The City of Santa Monica is planning to be totally water self-sufficient; Camarillo 85 percent self-sufficient; Ventura County Water District No.1 will be 62 percent self-reliant; Long Beach Water Department 46 percent; and the huge Los Angeles Department of Water and Power 35 percent self-sufficient.  They plan to accomplish this fete by a combination of improved water efficiencies, use of recycled water, responsible groundwater management, and rainwater and stormwater harvesting.

Reliance on Imported Water and Total Percentage Reduction 

Water Agency Percent Imported Water, 2009-10 Percent Imported Water, 2035 Percent Reduction
City of Santa Monica 84% 0% 100%
City of Camarillo 64% 7% 85%
Ventura County Water District #1 78% 20% 62%
Long Beach Water Department 35% 17% 46%
Los Angeles Dept. of Water & Power 40% 21% 35%
Source: National Resources Defense Council, Tackling Water Scarcity: Five California Water Agencies Lead the Way to a More Sustainable Tomorrow, April 2013.

The plans of the above-listed five water agencies aren’t the only efforts being made in Southern California.

Harvesting desert evaporation losses

The NRDC report doesn’t even mention that a small private company called Cadiz, Inc., located in the Mojave Desert, is in the process of creating water literally out of thin air by harvesting water off natural salt flats before it evaporates.

This water will be transported through re-use of abandoned natural gas lines and existing water pipelines to the Santa Margarita Water District in Orange County, Suburban Water Systems in Irvine, Golden State Water Company based in East San Gabriel Valley, the Jurupa Community Services District in Riverside County, and the California Water Service Company in San Jose.

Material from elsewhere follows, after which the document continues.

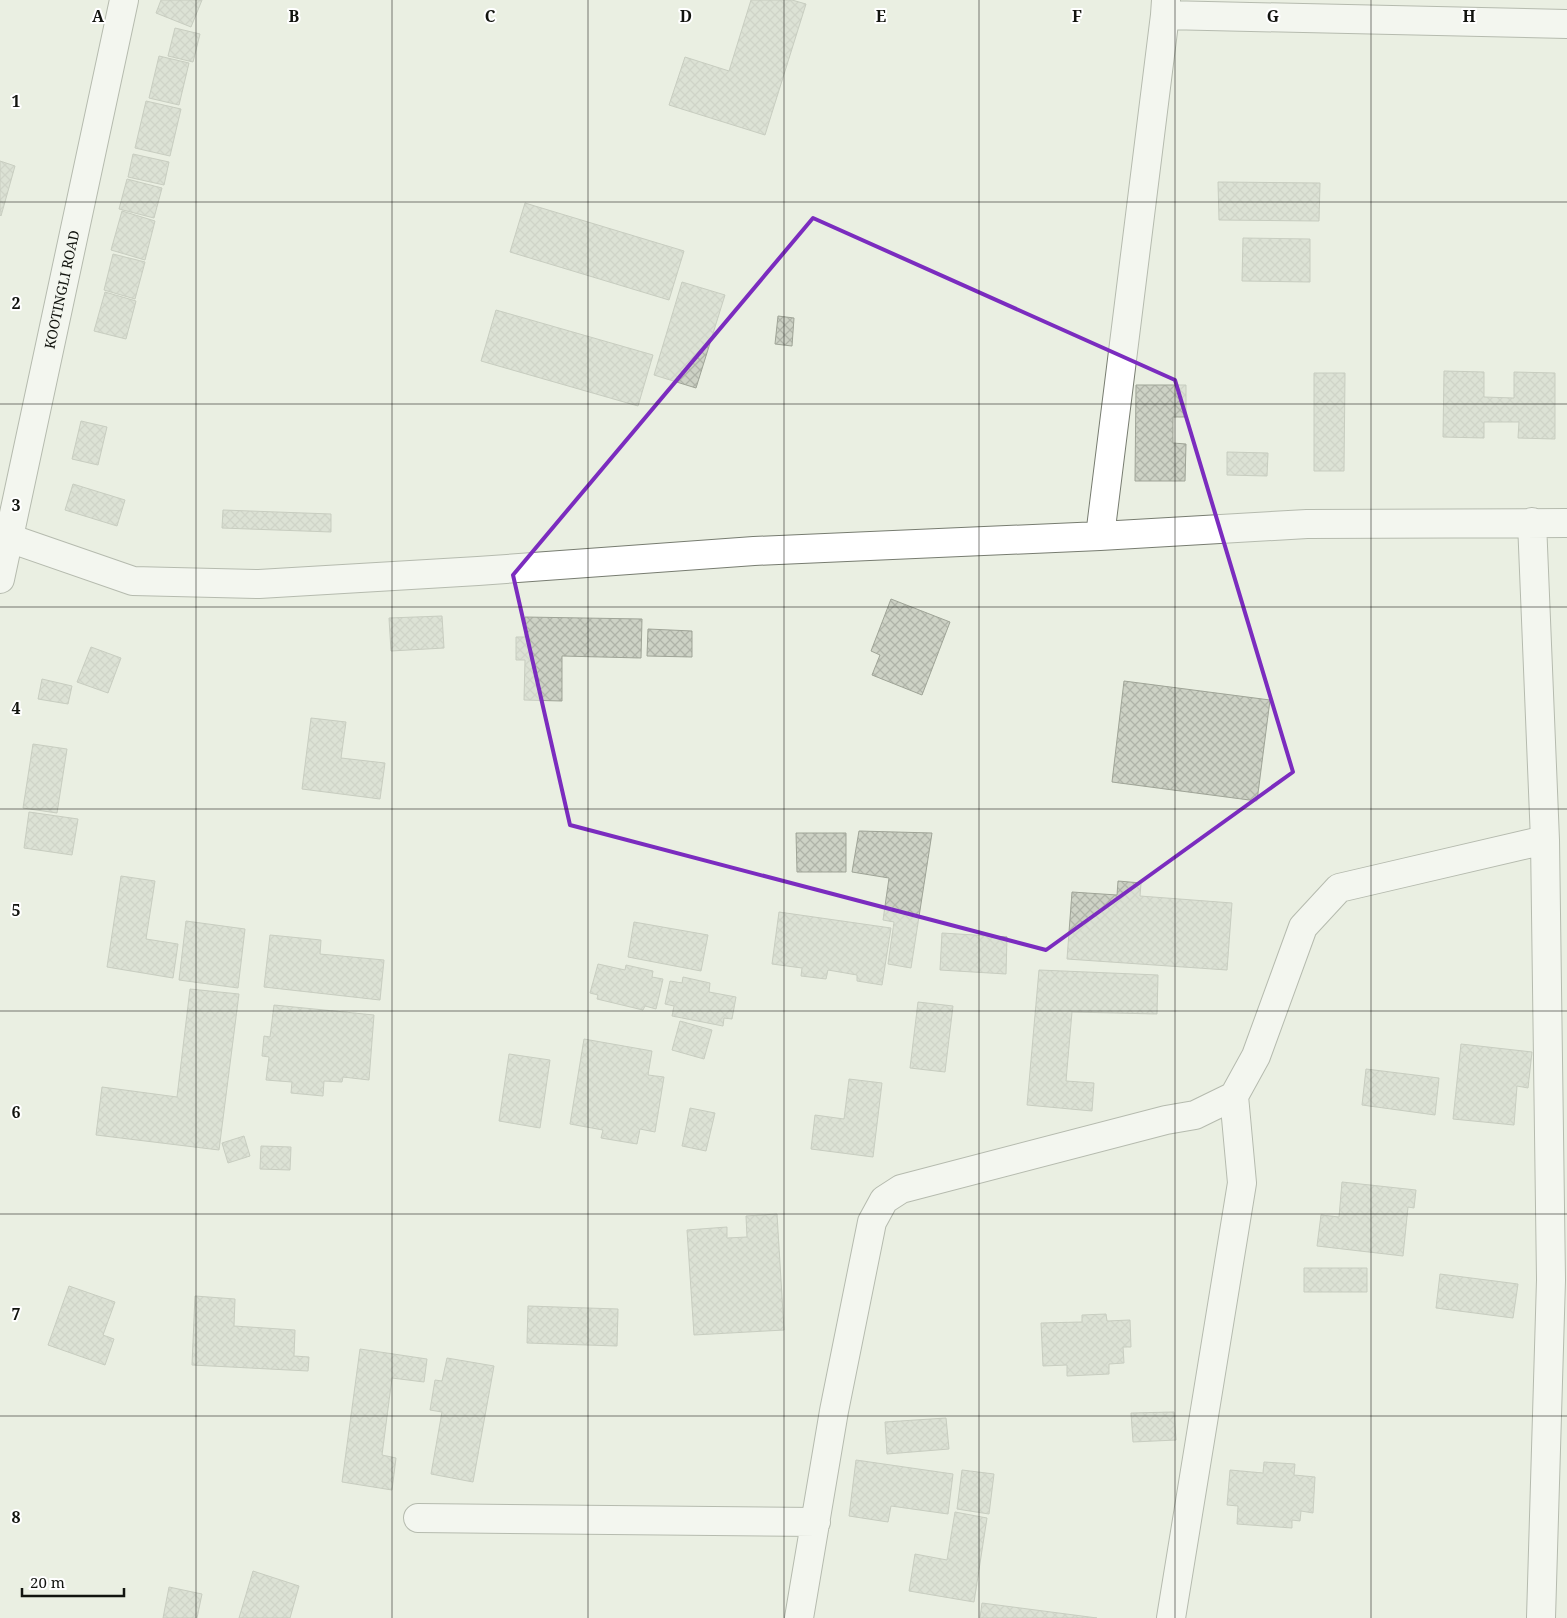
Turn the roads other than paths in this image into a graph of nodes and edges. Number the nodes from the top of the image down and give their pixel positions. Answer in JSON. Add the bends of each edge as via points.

An emerging prospect for water “legitimacy coalitions” 

There is the emerging prospect of water “legitimacy coalitions” forming between Northern and Southern California due to efforts to gain full or larger water self-sufficiency of the five water systems cited above.  Perhaps Northern Californians would realize that it would be mostly excess water that would be shipped southward during wet years from the Delta.

Ironically, it is environmental activist groups that are often opposing such efforts at water sustainability.   But as Southern California cities gain more political legitimacy for water sustainability efforts, the legitimacy of oppositional environmental organizations will decline. Even successful and amply funded social activists need to seek external sources of legitimacy.


“An unjust king is like a river without water” — Arabian proverb

California may not have a water scarcity problem as much as it has a water conveyance legitimacy problem.

California’s water war is being slowly won as Southern California cities and private water resource development companies gain public legitimacy, even as support for environmental activist organizations declines.